Task prompt = Show every line below where "lines" can be found.

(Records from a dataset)
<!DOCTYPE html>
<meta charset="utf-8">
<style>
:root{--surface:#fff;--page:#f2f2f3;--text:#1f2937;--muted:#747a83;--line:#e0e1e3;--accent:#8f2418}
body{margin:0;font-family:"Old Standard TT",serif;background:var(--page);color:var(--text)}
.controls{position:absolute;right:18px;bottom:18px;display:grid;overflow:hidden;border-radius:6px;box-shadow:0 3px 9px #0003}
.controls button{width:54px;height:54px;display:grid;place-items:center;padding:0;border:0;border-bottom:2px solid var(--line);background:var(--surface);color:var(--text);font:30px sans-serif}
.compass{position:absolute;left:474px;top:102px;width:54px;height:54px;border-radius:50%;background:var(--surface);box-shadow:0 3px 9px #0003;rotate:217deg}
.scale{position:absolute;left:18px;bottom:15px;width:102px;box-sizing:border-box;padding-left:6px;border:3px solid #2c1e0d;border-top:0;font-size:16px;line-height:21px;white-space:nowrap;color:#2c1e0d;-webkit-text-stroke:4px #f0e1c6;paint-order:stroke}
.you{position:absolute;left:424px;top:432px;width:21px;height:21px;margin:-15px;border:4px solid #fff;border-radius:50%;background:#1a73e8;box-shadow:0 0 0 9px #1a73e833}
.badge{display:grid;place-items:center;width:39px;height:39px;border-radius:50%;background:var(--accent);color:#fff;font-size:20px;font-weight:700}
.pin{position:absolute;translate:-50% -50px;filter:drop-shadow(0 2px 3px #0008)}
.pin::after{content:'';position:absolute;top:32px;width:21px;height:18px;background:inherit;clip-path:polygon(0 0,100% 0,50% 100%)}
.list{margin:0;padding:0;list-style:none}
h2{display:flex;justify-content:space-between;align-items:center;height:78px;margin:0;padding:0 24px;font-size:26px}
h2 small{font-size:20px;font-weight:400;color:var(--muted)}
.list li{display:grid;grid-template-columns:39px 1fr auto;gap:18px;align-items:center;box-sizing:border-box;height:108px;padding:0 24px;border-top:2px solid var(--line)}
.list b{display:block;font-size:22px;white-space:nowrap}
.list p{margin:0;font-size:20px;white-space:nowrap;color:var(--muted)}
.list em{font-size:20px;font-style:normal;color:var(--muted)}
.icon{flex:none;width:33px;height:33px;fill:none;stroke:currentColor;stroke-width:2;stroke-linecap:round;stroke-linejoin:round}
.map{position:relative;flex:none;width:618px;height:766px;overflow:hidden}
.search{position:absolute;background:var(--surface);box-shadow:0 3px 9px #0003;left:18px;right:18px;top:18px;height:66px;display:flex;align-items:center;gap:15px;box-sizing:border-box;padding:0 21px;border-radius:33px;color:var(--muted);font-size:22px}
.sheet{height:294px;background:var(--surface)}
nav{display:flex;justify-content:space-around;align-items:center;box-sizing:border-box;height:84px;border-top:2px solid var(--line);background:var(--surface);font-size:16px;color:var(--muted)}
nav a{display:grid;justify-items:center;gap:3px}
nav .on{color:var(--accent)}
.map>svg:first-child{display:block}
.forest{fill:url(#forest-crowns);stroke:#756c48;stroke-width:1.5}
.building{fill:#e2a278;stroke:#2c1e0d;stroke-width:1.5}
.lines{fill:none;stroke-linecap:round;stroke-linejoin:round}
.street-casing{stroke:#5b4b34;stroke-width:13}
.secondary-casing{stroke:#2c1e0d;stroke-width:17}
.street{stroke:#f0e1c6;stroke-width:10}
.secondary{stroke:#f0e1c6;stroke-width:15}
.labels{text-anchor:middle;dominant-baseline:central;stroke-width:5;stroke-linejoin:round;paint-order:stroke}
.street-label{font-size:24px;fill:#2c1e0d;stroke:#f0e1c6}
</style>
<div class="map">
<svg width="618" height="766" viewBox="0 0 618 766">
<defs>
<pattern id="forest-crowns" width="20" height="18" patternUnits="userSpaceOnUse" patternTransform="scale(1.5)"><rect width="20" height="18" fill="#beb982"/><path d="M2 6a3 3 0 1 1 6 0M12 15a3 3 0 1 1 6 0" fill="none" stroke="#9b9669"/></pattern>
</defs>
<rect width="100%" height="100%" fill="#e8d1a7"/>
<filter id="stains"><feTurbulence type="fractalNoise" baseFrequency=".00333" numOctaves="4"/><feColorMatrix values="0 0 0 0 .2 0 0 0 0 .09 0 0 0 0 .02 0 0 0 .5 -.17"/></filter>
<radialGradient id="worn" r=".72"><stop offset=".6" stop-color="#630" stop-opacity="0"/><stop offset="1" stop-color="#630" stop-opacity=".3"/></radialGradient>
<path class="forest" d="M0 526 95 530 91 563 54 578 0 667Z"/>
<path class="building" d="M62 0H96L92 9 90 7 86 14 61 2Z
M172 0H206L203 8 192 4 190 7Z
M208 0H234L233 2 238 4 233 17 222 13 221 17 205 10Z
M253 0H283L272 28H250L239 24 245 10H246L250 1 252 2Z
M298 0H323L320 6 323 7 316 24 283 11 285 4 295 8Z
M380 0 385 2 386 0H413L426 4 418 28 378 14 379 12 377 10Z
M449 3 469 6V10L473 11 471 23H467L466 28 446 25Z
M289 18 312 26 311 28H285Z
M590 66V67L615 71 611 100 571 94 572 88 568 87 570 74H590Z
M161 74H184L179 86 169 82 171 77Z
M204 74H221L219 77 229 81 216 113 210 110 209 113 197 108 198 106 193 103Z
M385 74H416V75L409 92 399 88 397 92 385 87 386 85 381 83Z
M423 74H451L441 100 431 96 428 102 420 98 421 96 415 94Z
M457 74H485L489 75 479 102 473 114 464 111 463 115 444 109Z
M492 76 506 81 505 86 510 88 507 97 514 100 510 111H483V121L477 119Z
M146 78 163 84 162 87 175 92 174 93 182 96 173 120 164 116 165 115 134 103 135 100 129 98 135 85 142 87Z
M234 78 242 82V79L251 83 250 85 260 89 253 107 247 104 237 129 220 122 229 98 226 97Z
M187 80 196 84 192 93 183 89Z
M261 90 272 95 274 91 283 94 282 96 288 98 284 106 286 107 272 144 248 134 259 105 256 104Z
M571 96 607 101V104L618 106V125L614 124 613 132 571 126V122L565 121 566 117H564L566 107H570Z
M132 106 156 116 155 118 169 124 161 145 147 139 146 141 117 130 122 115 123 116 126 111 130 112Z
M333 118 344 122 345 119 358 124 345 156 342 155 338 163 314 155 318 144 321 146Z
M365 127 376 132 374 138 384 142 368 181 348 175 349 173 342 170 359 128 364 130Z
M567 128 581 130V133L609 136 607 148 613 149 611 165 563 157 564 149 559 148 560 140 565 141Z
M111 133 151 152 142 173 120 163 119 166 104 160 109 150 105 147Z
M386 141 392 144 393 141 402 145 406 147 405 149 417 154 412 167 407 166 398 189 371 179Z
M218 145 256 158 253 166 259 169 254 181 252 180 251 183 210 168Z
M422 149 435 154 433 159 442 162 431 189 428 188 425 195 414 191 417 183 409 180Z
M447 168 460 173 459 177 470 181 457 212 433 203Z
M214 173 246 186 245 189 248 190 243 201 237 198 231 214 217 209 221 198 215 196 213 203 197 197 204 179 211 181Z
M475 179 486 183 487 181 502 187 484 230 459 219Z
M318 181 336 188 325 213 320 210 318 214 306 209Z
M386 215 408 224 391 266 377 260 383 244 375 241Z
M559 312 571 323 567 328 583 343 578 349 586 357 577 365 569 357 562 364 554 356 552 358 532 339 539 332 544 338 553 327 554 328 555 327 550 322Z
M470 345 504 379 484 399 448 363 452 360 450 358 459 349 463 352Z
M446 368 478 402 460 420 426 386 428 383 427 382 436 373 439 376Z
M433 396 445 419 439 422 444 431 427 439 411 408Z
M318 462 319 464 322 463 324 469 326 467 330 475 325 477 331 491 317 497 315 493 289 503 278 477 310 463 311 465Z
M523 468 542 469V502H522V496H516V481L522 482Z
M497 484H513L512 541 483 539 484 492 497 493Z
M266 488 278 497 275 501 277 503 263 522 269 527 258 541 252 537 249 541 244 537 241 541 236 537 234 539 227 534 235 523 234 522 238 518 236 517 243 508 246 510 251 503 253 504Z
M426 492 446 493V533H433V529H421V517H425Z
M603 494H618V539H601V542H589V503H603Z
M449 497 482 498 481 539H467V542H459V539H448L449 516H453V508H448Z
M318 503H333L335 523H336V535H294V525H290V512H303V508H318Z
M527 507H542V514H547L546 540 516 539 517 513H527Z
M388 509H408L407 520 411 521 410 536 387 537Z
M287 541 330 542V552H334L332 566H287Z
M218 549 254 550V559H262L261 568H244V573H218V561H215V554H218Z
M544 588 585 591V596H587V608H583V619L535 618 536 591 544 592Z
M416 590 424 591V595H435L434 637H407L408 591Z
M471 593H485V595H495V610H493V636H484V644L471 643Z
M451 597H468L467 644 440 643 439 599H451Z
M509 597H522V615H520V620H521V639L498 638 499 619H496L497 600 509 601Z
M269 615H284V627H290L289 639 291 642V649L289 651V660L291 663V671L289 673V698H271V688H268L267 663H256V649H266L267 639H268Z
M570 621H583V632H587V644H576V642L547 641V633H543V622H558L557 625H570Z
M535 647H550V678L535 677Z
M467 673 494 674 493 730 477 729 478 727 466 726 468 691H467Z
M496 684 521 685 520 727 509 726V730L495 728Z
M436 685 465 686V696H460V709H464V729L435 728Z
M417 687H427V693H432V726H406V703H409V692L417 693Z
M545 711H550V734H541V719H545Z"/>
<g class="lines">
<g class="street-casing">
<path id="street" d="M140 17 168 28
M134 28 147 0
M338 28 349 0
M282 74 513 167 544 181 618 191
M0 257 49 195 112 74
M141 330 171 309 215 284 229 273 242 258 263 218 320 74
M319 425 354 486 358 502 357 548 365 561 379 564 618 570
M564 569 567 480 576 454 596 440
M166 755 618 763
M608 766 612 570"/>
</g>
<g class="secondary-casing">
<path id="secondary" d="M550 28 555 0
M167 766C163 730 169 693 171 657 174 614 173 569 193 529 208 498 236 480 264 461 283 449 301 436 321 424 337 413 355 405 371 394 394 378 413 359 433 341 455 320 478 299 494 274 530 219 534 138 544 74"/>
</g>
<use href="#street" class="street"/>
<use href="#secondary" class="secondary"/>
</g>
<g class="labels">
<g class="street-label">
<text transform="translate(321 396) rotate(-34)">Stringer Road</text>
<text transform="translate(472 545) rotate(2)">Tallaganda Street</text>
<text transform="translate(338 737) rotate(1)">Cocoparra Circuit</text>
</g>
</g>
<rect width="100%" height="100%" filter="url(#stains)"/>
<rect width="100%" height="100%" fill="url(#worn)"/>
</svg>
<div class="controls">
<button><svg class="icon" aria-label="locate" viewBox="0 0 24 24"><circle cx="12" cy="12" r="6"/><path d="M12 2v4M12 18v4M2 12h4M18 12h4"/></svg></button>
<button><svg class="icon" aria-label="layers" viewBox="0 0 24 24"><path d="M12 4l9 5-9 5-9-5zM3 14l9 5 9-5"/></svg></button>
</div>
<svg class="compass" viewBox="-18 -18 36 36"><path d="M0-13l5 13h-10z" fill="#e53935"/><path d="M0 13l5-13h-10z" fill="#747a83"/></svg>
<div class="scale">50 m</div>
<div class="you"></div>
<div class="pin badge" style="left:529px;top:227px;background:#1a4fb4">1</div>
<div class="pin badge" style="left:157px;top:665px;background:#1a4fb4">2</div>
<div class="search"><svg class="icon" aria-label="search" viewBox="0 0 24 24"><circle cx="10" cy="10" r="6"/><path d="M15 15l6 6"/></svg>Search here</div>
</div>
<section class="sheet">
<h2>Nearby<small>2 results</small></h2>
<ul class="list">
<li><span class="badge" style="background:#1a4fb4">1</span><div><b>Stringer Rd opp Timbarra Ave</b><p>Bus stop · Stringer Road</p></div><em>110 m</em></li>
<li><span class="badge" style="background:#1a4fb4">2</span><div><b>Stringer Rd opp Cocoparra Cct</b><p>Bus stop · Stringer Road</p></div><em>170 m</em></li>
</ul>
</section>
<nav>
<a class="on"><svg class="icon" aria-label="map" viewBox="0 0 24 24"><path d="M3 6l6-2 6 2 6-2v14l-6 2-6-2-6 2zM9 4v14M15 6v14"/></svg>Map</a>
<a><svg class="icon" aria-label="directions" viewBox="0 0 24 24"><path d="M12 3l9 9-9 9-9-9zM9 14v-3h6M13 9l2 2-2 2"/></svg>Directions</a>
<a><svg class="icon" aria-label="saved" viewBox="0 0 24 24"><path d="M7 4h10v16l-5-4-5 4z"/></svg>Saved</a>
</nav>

Task output =
.lines{fill:none;stroke-linecap:round;stroke-linejoin:round}
<g class="lines">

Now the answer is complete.